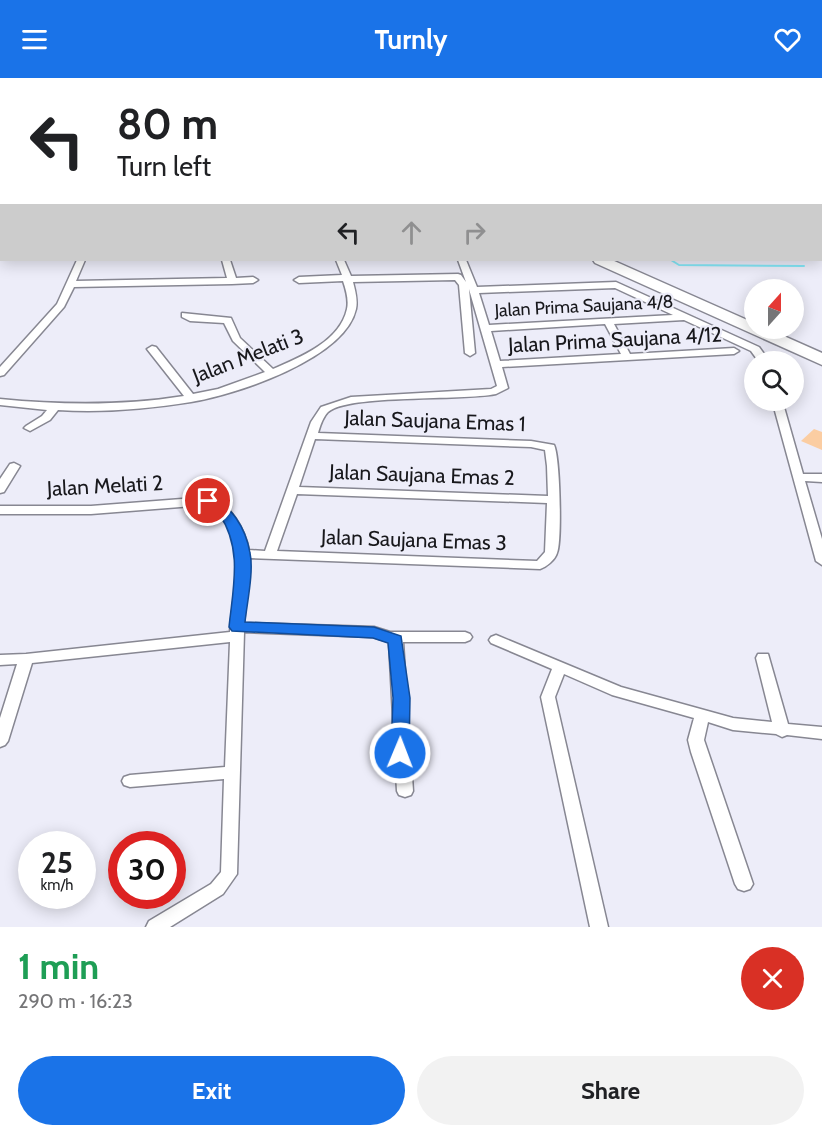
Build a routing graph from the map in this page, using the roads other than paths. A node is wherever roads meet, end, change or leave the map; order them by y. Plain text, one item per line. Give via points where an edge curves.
1 (81, 261) edge
2 (226, 261) edge
3 (340, 261) edge
4 (462, 261) edge
5 (602, 261) edge
6 (620, 261) edge
7 (346, 278) junction
8 (254, 280) dead end
9 (299, 280) dead end
10 (232, 281) junction
11 (71, 284) junction
12 (474, 290) junction
13 (185, 315) dead end
14 (684, 317) junction
15 (744, 317) edge
16 (608, 321) junction
17 (485, 328) junction
18 (796, 339) edge
19 (152, 349) dead end
20 (734, 351) dead end
21 (757, 351) edge
22 (822, 351) edge
23 (470, 353) dead end
24 (627, 357) junction
25 (822, 360) edge
26 (497, 364) junction
27 (0, 373) edge
28 (272, 373) junction
29 (191, 399) junction
30 (0, 402) edge
31 (54, 408) junction
32 (780, 411) edge
33 (30, 428) dead end
34 (312, 436) junction
35 (14, 466) dead end
36 (800, 477) junction
37 (822, 478) edge
38 (0, 489) edge
39 (291, 490) junction
40 (552, 500) junction
41 (0, 510) edge
42 (818, 536) edge
43 (243, 554) junction
44 (270, 554) junction
45 (822, 561) edge
46 (237, 631) junction
47 (390, 637) junction
48 (465, 638) dead end
49 (496, 640) dead end
50 (763, 658) dead end
51 (26, 659) junction
52 (0, 660) edge
53 (560, 667) junction
54 (702, 715) junction
55 (782, 731) junction
56 (822, 733) edge
57 (0, 741) edge
58 (232, 772) junction
59 (130, 782) dead end
60 (405, 791) dead end
61 (744, 884) dead end
62 (155, 927) edge
63 (598, 927) edge

1 - 11 street
2 - 10 street
3 - 7 street, Jalan Melati 3
4 - 12 street
5 - 25 highway
6 - 15 highway
7 - 9 street
7 - 23 street via 458,277 464,285
7 - 28 street, Jalan Melati 3 via 352,305 344,328 326,346
8 - 10 street
10 - 11 street
11 - 27 street via 61,305
12 - 14 street via 606,284
12 - 17 street
13 - 28 street via 228,320 236,339
14 - 16 street, Jalan Prima Saujana 4/8
14 - 21 street
16 - 17 street, Jalan Prima Saujana 4/8
16 - 24 street
17 - 26 street
18 - 22 highway
19 - 29 street
20 - 24 street, Jalan Prima Saujana 4/12
24 - 26 street, Jalan Prima Saujana 4/12
26 - 34 street via 504,387 498,391 376,397 340,403 321,413
28 - 29 street, Jalan Melati 3
29 - 31 street, Jalan Melati 3 via 128,408
30 - 31 street, Jalan Melati 3
31 - 33 street
32 - 36 street
34 - 39 street
34 - 40 street, Jalan Saujana Emas 1 via 550,447 554,454
35 - 38 street
36 - 37 street
36 - 42 street
39 - 40 street, Jalan Saujana Emas 2
39 - 44 street
40 - 44 street, Jalan Saujana Emas 3 via 551,553 540,565
41 - 43 street, Jalan Melati 2 via 91,510 208,501 224,511
42 - 45 street
43 - 44 street, Jalan Saujana Emas 3
43 - 46 street, Jalan Melati 2
46 - 47 street via 374,633
46 - 51 street
46 - 58 street, Jalan Melati 2
47 - 48 street
47 - 60 street via 396,640
49 - 53 street
50 - 55 street
51 - 52 street
51 - 57 street
53 - 54 street via 616,691
53 - 63 street via 548,697
54 - 55 street
54 - 61 street via 696,740
55 - 56 street
58 - 59 street
58 - 62 street, Jalan Melati 2 via 229,874 217,890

━━━━━━━━━━━━━━━━

> _About this exercise_
From the first line to the last, write out the data exactly, omitting any pictures.

> _Expected output_
Build a routing graph from the map in this page, using the roads other than paths. A node is wherever roads meet, end, change or leave the map; order them by y. Plain text, one item per line. Give via points where an edge curves.
1 (81, 261) edge
2 (226, 261) edge
3 (340, 261) edge
4 (462, 261) edge
5 (602, 261) edge
6 (620, 261) edge
7 (346, 278) junction
8 (254, 280) dead end
9 (299, 280) dead end
10 (232, 281) junction
11 (71, 284) junction
12 (474, 290) junction
13 (185, 315) dead end
14 (684, 317) junction
15 (744, 317) edge
16 (608, 321) junction
17 (485, 328) junction
18 (796, 339) edge
19 (152, 349) dead end
20 (734, 351) dead end
21 (757, 351) edge
22 (822, 351) edge
23 (470, 353) dead end
24 (627, 357) junction
25 (822, 360) edge
26 (497, 364) junction
27 (0, 373) edge
28 (272, 373) junction
29 (191, 399) junction
30 (0, 402) edge
31 (54, 408) junction
32 (780, 411) edge
33 (30, 428) dead end
34 (312, 436) junction
35 (14, 466) dead end
36 (800, 477) junction
37 (822, 478) edge
38 (0, 489) edge
39 (291, 490) junction
40 (552, 500) junction
41 (0, 510) edge
42 (818, 536) edge
43 (243, 554) junction
44 (270, 554) junction
45 (822, 561) edge
46 (237, 631) junction
47 (390, 637) junction
48 (465, 638) dead end
49 (496, 640) dead end
50 (763, 658) dead end
51 (26, 659) junction
52 (0, 660) edge
53 (560, 667) junction
54 (702, 715) junction
55 (782, 731) junction
56 (822, 733) edge
57 (0, 741) edge
58 (232, 772) junction
59 (130, 782) dead end
60 (405, 791) dead end
61 (744, 884) dead end
62 (155, 927) edge
63 (598, 927) edge

1 - 11 street
2 - 10 street
3 - 7 street, Jalan Melati 3
4 - 12 street
5 - 25 highway
6 - 15 highway
7 - 9 street
7 - 23 street via 458,277 464,285
7 - 28 street, Jalan Melati 3 via 352,305 344,328 326,346
8 - 10 street
10 - 11 street
11 - 27 street via 61,305
12 - 14 street via 606,284
12 - 17 street
13 - 28 street via 228,320 236,339
14 - 16 street, Jalan Prima Saujana 4/8
14 - 21 street
16 - 17 street, Jalan Prima Saujana 4/8
16 - 24 street
17 - 26 street
18 - 22 highway
19 - 29 street
20 - 24 street, Jalan Prima Saujana 4/12
24 - 26 street, Jalan Prima Saujana 4/12
26 - 34 street via 504,387 498,391 376,397 340,403 321,413
28 - 29 street, Jalan Melati 3
29 - 31 street, Jalan Melati 3 via 128,408
30 - 31 street, Jalan Melati 3
31 - 33 street
32 - 36 street
34 - 39 street
34 - 40 street, Jalan Saujana Emas 1 via 550,447 554,454
35 - 38 street
36 - 37 street
36 - 42 street
39 - 40 street, Jalan Saujana Emas 2
39 - 44 street
40 - 44 street, Jalan Saujana Emas 3 via 551,553 540,565
41 - 43 street, Jalan Melati 2 via 91,510 208,501 224,511
42 - 45 street
43 - 44 street, Jalan Saujana Emas 3
43 - 46 street, Jalan Melati 2
46 - 47 street via 374,633
46 - 51 street
46 - 58 street, Jalan Melati 2
47 - 48 street
47 - 60 street via 396,640
49 - 53 street
50 - 55 street
51 - 52 street
51 - 57 street
53 - 54 street via 616,691
53 - 63 street via 548,697
54 - 55 street
54 - 61 street via 696,740
55 - 56 street
58 - 59 street
58 - 62 street, Jalan Melati 2 via 229,874 217,890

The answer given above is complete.